From: Matteo Martelli <matteo.martelli@codethink.co.uk>
To: Dietmar Eggemann <dietmar.eggemann@arm.com>,
Ben Dooks <ben.dooks@codethink.co.uk>,
Ingo Molnar <mingo@redhat.com>,
Peter Zijlstra <peterz@infradead.org>,
Juri Lelli <juri.lelli@redhat.com>,
Vincent Guittot <vincent.guittot@linaro.org>,
"linux-kernel@vger.kernel.org" <linux-kernel@vger.kernel.org>,
Marcel Ziswiler <marcel.ziswiler@codethink.co.uk>,
Matteo Martelli <matteo.martelli@codethink.co.uk>
Subject: Re: BUG/WARN issues in kernel/sched/rt.c under stress-ng with crgoup-v2
Date: Wed, 24 Sep 2025 15:10:19 +0200 [thread overview]
Message-ID: <d6fcbedf0daf259e2f96a1e0cc666cff@codethink.co.uk> (raw)
In-Reply-To: <9edb5b8d-8660-4699-b041-bd74329a14e9@arm.com>
Hi Dietmar,
On Tue, 23 Sep 2025 20:14:18 +0200, Dietmar Eggemann <dietmar.eggemann@arm.com> wrote:
> On 19.09.25 18:37, Matteo Martelli wrote:
> > Hi all,
> >
> > On Fri, 19 Sep 2025 12:10:34 +0100, Ben Dooks <ben.dooks@codethink.co.uk> wrote:
> >> We are doing some testing with stress-ng and the cgroup-v2 enabled
> >> (CONFIG_RT_GROUP_SCHED) and are running into WARN/BUG within a minute
> >> related to user-space calling sched_setattr() and possibly other calls.
> >>
> >> At the moment we're not sure if the WARN and BUG calls are entirely
> >> correct, we are considering there may be some sort of race condition
> >> which is causing incorrect assumptions in the code.
> >>
> >> We are seeing this kernel bug in pick_next_rt_entity being triggered
> >>
> >> idx = sched_find_first_bit(array->bitmap);
> >> BUG_ON(idx >= MAX_RT_PRIO);
> >>
> >> Which suggests that the pick_task_rt() ran, thought there was something
> >> there to schedule and got into pick_next_rt_entity() which then found
> >> there was nothing. It does this by checking rq->rt.rt_queued before it
> >> bothers to try picking something to run.
> >>
> >> (this BUG_ON() is triggered if there is no index in the array indicating
> >> something there to run)
> >>
> >> We added some debug to find out what the values in pick_next_rt_entity()

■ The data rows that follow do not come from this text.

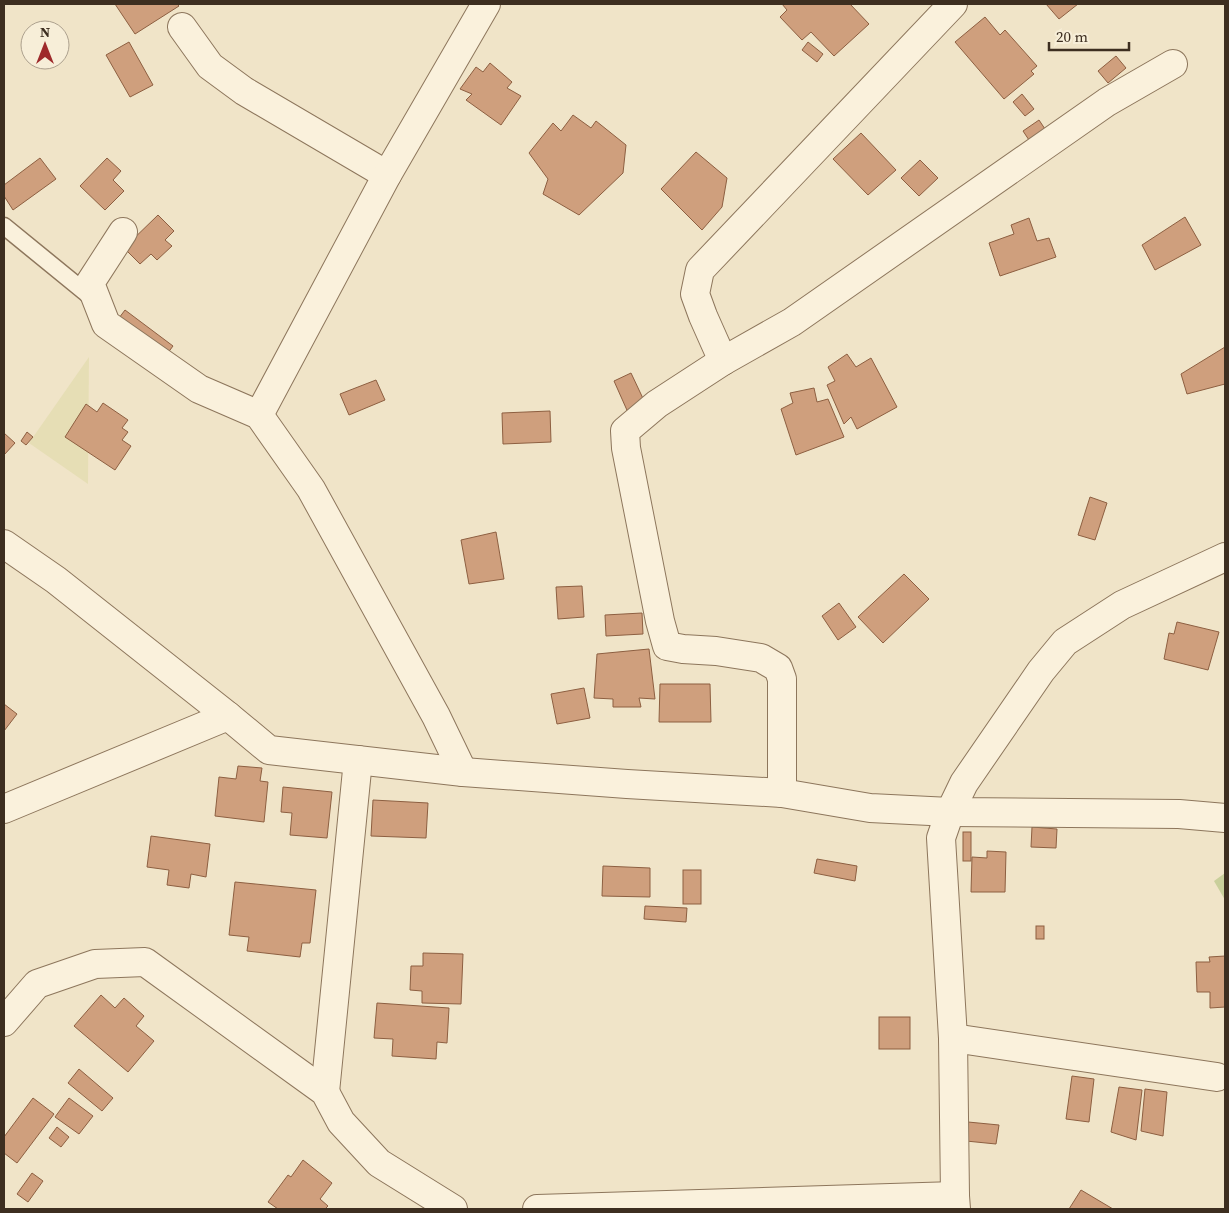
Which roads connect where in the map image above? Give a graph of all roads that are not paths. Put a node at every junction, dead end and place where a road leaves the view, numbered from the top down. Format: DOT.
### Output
graph roads {
  1 [pos="486,4"];
  2 [pos="953,4"];
  3 [pos="182,27"];
  4 [pos="1173,64"];
  5 [pos="387,175"];
  6 [pos="4,226"];
  7 [pos="123,232"];
  8 [pos="91,297"];
  9 [pos="723,361"];
  10 [pos="260,415"];
  11 [pos="4,544"];
  12 [pos="1225,557"];
  13 [pos="228,716"];
  14 [pos="358,760"];
  15 [pos="463,772"];
  16 [pos="782,793"];
  17 [pos="4,809"];
  18 [pos="950,812"];
  19 [pos="1225,818"];
  20 [pos="4,1022"];
  21 [pos="953,1038"];
  22 [pos="1217,1077"];
  23 [pos="325,1092"];
  24 [pos="956,1203"];
  25 [pos="453,1209"];
  26 [pos="537,1209"];
  1 -- 5 [label="street"];
  2 -- 9 [label="street"];
  3 -- 5 [label="street"];
  4 -- 9 [label="street"];
  5 -- 10 [label="street"];
  6 -- 8 [label="lane"];
  7 -- 10 [label="street"];
  9 -- 16 [label="street"];
  10 -- 15 [label="street"];
  11 -- 13 [label="street"];
  12 -- 18 [label="street"];
  13 -- 14 [label="street"];
  13 -- 17 [label="street"];
  14 -- 15 [label="street"];
  14 -- 23 [label="street"];
  15 -- 16 [label="street"];
  16 -- 18 [label="street"];
  18 -- 19 [label="street"];
  18 -- 21 [label="street"];
  20 -- 23 [label="street"];
  21 -- 22 [label="street"];
  21 -- 24 [label="street"];
  23 -- 25 [label="street"];
  24 -- 26 [label="street"];
}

> >> with the current rt_queued and the value it was when pick_task_rt()
> >> looked, and we got:
> >>
> >> idx 100 bigger than MAX_RT_PRIO 100, queued = 0 (queued was 1)
> >>
> >> This shows the code was entered with the rt_q showing something
> >> should have been queued and by the time the pick_next_rt_entity()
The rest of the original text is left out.